L'agence nationale de sécurité du médicament (ANSM) va alléger les restrictions imposées en matière d'essais cliniques à l'Institut hospitalo-universitaire – Méditerranée Infection de Marseille (IHU-MI), autrefois dirigé par le Pr Didier Raoult, sans pour autant les lever intégralement. En cause : une application de la réglementation des recherches impliquant la personne humaine (RIPH) au sein de l'IHU-MI pas totalement satisfaisante, encore.
« Les recherches impliquant la personne humaine pourront reprendre mais sous certaines conditions », déclare l'ANSM dans un communiqué, daté du 27 octobre. L'agence impose désormais à l'IHU et à l'Assistance-publique hôpitaux de Marseille (AP-HM), son autorité de tutelle, de transmettre un bilan trimestriel des projets d'essais cliniques (RIPH ou hors RIPH, dès lors qu'ils nécessitent l'accès au portail des données de santé), ainsi que des prescriptions de traitements hors autorisation de mise sur le marché (AMM).
Publication au printemps d'une étude litigieuse
Dans la foulée de la crise du Covid, lors de laquelle le Pr Didier Raoult a défendu l'intérêt de l'hydroxychloroquine au mépris de toute rigueur éthique et scientifique, l'ANSM a mené une enquête sur les pratiques de l'IHU. Ces investigations ont notamment conduit l'ANSM à restreindre fin 2022 les conditions des essais cliniques à l'institut, menant celui-ci à suspendre tous les essais en vigueur.
L'ANSM avait en outre demandé un bilan intégral des recherches en cours, et de celles ayant donné lieu à des publications depuis cinq ans.
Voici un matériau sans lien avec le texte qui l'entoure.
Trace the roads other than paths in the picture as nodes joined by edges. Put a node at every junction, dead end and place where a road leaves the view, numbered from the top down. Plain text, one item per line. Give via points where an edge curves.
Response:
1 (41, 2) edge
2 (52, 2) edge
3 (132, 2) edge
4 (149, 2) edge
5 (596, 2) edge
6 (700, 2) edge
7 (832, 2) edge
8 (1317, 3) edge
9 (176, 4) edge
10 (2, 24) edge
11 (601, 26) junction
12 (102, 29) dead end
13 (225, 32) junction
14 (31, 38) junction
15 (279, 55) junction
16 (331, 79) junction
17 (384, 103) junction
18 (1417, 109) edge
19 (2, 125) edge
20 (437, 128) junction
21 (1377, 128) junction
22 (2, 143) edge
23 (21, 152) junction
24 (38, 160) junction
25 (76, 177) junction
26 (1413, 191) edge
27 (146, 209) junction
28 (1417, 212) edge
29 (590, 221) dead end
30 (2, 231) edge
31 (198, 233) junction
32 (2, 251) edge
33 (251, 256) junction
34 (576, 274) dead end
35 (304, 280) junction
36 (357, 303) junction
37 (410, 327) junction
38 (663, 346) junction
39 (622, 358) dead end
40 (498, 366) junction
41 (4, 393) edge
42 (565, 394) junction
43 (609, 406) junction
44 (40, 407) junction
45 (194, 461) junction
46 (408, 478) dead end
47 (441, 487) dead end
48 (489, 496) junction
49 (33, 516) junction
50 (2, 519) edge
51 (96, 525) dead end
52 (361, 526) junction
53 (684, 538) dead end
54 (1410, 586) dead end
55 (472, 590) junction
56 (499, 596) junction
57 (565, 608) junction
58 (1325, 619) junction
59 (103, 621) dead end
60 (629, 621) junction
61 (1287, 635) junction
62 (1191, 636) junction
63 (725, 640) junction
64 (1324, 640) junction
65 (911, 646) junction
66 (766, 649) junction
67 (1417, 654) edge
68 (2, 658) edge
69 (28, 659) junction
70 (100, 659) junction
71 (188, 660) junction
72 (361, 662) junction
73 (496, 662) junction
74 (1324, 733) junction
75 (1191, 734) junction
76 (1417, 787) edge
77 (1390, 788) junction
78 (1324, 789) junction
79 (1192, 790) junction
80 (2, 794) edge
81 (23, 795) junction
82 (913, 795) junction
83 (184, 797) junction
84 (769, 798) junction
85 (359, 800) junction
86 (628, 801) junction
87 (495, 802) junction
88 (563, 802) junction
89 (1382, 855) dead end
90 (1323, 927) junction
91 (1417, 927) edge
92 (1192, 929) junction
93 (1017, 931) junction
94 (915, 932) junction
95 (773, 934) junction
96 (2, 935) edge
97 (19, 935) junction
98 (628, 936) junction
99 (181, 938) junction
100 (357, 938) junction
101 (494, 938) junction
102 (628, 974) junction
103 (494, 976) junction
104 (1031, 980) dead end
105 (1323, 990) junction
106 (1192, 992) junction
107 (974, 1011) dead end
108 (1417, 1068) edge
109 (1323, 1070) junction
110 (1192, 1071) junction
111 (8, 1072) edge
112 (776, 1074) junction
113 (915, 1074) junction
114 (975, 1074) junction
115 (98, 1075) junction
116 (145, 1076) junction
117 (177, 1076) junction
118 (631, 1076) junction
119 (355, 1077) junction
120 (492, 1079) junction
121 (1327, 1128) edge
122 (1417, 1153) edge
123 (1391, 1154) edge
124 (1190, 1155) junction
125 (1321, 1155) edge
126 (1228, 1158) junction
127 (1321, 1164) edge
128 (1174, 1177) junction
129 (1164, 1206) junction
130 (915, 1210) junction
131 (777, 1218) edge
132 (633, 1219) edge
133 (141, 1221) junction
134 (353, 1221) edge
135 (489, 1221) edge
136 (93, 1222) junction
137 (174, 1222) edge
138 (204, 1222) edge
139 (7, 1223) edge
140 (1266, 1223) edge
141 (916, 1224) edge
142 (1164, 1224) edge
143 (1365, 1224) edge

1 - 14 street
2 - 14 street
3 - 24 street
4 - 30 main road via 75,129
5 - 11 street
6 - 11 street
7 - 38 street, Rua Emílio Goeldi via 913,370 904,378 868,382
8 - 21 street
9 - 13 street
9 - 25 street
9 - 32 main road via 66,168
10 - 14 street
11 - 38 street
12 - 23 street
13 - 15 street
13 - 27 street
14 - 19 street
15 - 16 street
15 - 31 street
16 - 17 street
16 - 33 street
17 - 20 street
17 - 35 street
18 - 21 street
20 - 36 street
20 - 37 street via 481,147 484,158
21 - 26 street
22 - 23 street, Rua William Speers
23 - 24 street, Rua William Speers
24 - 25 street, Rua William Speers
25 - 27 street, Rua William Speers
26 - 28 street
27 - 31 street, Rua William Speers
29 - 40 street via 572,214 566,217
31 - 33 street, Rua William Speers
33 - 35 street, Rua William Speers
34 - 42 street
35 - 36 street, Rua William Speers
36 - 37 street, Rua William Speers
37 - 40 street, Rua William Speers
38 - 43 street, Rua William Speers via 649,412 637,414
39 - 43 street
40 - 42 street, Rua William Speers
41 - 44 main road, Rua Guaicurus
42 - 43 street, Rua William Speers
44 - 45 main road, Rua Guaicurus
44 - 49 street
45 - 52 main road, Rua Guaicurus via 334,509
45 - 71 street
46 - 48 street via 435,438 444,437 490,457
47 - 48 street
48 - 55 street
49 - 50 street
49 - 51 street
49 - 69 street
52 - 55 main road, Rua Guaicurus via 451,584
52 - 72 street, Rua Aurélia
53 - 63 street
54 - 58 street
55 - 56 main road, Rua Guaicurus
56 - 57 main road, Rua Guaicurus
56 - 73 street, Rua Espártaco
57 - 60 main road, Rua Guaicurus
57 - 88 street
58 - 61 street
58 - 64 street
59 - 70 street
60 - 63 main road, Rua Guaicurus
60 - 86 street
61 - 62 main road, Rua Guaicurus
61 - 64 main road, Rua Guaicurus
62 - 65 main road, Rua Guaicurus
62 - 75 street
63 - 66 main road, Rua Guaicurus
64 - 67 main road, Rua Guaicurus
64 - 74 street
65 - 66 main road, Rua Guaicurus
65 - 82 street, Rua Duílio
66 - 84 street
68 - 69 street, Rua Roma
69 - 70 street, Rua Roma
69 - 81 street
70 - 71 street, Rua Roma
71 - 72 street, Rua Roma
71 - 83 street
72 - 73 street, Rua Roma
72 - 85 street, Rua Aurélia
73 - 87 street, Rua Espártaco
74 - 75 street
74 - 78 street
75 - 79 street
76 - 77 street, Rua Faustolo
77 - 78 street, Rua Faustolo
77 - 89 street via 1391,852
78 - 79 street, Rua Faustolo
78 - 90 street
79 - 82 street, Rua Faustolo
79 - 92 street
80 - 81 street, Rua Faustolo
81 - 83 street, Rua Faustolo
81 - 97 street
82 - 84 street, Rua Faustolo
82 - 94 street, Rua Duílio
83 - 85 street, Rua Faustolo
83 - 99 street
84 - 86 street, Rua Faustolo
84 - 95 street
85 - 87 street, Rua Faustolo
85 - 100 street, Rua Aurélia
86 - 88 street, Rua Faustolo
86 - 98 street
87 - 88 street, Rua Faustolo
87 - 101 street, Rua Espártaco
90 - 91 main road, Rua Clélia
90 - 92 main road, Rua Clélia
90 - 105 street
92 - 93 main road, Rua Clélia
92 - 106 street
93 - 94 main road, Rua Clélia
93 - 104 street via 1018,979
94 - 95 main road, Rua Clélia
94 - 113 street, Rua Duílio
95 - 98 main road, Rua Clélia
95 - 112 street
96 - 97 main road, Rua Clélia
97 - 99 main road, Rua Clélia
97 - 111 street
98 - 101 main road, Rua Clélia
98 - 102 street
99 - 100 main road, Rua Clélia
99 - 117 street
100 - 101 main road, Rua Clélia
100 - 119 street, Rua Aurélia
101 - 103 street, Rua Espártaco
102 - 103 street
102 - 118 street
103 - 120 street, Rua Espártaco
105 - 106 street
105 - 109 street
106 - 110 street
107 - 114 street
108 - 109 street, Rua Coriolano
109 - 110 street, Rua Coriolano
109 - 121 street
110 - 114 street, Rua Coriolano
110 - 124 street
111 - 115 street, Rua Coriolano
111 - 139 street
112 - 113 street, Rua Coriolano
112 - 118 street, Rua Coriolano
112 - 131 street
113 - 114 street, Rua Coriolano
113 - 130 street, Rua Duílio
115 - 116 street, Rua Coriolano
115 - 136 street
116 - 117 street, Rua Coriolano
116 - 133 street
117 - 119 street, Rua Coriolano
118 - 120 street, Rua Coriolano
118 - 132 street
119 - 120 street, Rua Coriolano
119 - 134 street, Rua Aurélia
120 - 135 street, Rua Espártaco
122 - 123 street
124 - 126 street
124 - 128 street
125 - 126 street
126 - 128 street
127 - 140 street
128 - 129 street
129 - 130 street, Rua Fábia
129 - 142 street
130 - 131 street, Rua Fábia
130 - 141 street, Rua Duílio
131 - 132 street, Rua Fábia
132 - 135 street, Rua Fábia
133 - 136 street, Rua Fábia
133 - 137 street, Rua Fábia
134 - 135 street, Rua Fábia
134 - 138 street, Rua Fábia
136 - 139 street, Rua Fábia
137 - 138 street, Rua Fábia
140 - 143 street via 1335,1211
Elle avait exigé la mise en place en interne d'une formation à la réglementation des essais cliniques.
Dirigé depuis le 1er septembre 2022 par le Pr Pierre-Edouard Fournier, longtemps proche du Pr Raoult, l'IHU a mis en œuvre les actions demandées, selon l'ANSM, qui lève donc ces « injonctions » en vigueur.
Mais l'Agence n'est pas entièrement satisfaite : elle juge, dans un rapport transmis parallèlement à son communiqué, que l'IHU ne semble « pas pleinement avoir pris la mesure des cadres réglementaires existant en termes de prise en charge des patients ».
En cause, notamment, la mise en ligne sur la plateforme MedRxiv d’un article en prépublication au printemps sur les effets de l'hydroxychloroquine, cosignée par le Pr Didier Raoult. Le professeur a martelé qu'elle n'était qu'« observationnelle » et ne constituait donc pas un essai clinique. Mais pour l'ANSM, cette étude peut être qualifiée de RIPH de catégorie 1 et aurait donc dû bénéficier d'un avis favorable d'un comité de protection des personnes (CPP) et d'une autorisation de l'ANSM. C'est « le plus grand essai thérapeutique sauvage connu à ce jour » avaient aussi dénoncé seize sociétés savantes.
L'Agence, qui a saisi la justice au sujet de cette étude, maintient donc des restrictions et contraint l'IHU et l'AP-HM à lui transmettre des bilans trimestriels de leurs projets d'essais cliniques.
Dans un communiqué commun, l'AP-HM et la Fondation Méditerranée Infection, qui administre l'IHU, se sont félicitées de la reprise annoncée des essais, promettant « la plus grande vigilance sur le strict respect des règles, et des principes d'éthique et d'intégrité ».